The marketers under the aegis of IPMAN and DAPPMA told newsmen yesterday in Lagos that this was against the backdrop of fuel hike and frequent scarcity in the country.
They said that the deregulation of the sub-sector was the only panacea that could bring an end to the perennial problems inhibiting the smooth operations of the sub-sector such as the lingering fuel scarcity and the payment of petroleum subsidies.
Alhaji Debo Ahmed, the Chairman, South-west Zone of IPMAN said that deregulation of the downstream sector remained the best options to address frequent fuel scarcity in the country.

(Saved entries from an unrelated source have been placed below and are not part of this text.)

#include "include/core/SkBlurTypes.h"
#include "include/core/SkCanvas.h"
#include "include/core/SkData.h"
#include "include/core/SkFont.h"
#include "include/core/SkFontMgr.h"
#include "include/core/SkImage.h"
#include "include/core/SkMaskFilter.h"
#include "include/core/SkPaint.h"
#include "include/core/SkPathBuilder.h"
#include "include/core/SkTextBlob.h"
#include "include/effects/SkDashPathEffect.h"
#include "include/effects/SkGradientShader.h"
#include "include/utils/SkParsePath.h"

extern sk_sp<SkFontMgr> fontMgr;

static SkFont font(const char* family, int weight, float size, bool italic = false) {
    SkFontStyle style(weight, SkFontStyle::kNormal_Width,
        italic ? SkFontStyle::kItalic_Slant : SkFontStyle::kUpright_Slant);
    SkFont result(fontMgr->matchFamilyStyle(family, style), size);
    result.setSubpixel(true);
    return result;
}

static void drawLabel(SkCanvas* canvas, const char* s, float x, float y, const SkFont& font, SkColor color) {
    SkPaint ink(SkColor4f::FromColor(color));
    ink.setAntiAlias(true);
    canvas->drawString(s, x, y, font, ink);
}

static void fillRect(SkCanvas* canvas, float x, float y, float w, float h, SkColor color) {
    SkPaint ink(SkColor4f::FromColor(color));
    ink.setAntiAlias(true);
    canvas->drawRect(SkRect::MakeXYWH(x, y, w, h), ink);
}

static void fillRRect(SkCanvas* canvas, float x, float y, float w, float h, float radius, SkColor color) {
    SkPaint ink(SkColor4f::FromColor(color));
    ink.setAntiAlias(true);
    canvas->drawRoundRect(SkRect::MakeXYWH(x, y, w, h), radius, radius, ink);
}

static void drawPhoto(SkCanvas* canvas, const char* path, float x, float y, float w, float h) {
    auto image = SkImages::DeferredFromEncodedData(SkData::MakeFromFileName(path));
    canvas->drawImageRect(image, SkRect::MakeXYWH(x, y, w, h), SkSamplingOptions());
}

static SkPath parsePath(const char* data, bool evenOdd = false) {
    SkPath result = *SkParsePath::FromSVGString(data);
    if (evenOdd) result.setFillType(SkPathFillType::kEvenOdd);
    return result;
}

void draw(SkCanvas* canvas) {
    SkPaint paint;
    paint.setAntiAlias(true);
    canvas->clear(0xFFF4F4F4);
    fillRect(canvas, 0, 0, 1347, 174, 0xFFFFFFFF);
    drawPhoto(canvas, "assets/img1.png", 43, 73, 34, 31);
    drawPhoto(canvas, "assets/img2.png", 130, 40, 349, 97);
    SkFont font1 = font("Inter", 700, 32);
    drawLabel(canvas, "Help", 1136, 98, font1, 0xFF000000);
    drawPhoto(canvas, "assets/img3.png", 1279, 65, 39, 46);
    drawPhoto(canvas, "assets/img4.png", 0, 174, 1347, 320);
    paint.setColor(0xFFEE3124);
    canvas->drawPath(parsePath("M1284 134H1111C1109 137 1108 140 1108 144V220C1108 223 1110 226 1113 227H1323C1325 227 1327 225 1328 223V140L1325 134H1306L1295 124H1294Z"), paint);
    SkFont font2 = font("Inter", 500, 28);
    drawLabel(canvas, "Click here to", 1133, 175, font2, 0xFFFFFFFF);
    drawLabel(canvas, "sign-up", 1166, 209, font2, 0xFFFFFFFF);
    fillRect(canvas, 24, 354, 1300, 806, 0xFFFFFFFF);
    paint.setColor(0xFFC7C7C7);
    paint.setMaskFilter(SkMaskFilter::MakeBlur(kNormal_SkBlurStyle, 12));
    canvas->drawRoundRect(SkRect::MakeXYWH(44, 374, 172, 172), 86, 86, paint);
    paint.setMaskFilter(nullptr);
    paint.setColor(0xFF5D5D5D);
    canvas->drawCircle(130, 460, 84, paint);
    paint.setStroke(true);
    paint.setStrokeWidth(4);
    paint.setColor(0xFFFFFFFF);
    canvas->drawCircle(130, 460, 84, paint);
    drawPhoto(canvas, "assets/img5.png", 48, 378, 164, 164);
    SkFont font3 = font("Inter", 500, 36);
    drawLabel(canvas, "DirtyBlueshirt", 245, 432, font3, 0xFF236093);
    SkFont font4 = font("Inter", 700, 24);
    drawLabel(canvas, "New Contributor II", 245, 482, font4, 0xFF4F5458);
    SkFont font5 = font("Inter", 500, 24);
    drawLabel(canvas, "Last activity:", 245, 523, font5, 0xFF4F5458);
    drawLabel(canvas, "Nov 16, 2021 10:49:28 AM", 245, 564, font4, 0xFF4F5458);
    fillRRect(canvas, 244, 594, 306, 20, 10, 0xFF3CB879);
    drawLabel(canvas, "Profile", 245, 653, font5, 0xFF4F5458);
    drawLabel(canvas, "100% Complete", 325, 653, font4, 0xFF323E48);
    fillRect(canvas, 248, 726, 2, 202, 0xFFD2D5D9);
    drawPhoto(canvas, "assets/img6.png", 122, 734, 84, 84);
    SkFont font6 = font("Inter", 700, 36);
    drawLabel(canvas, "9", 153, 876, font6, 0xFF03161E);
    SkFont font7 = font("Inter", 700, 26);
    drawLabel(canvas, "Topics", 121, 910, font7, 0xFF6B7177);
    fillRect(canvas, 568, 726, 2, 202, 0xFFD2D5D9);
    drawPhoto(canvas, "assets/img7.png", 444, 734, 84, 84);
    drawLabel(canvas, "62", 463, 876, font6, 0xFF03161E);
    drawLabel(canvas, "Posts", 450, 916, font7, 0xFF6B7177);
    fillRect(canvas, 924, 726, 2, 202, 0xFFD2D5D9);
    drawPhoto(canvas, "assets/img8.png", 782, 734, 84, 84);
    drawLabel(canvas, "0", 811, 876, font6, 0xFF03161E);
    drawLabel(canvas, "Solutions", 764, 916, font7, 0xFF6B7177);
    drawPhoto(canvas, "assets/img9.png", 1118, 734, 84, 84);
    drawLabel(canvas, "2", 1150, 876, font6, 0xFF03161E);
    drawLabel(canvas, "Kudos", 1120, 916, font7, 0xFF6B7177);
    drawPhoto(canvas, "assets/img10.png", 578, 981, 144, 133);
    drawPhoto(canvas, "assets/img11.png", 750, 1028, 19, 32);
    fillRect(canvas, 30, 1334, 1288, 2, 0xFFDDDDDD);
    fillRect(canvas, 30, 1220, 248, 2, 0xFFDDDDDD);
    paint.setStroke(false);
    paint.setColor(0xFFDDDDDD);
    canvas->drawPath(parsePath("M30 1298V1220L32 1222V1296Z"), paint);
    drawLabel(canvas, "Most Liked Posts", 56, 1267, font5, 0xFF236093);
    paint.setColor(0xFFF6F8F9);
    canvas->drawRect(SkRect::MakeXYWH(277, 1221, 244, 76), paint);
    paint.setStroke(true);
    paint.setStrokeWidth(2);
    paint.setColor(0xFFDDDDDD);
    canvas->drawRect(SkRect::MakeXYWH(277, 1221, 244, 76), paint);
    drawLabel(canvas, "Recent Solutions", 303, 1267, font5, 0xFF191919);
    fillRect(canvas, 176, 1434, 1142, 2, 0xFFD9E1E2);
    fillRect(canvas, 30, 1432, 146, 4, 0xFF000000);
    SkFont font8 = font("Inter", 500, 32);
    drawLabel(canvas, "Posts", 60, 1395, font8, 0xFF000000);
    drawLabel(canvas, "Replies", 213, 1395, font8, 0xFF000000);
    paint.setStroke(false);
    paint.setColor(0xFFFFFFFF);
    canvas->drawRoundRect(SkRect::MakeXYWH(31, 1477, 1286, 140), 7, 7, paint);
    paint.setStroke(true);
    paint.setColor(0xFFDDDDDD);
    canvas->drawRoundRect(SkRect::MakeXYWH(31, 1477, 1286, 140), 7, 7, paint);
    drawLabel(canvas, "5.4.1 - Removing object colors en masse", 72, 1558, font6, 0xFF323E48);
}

According to Ahmed, the deregulation of the sector will help to provide enduring solution to the recurring problem of scarcity of petroleum products in the country.
“It will help to tackle the corruption in the subsidy regime, address the functionality of the refineries, boost investment in the downstream sector and creates more jobs in the sub-sector.
“Deregulation will also help the sector and lead to normalcy in the nation’s economy.
“We appeal to all stakeholders and the citizens to give the reform of the oil and gas sector a chance.
“The current model of managing the sector has done a colossal damage to the Nigerian economy.
“It is in the overall interest of the economy and the citizens that government should quickly deregulate the sector,” Ahmed said.
Also, Mr Olufemi Adewole, the Executive Secretary of DAPPMA, said that no marketers would import petrol at landing cost of N171 per litre and sell at N145 per litre at filling stations if the sector is not fully deregulated.
Adewole said that oil marketing companies had the capacity to import and sell petroleum products at reasonable and competitive prices if deregulated.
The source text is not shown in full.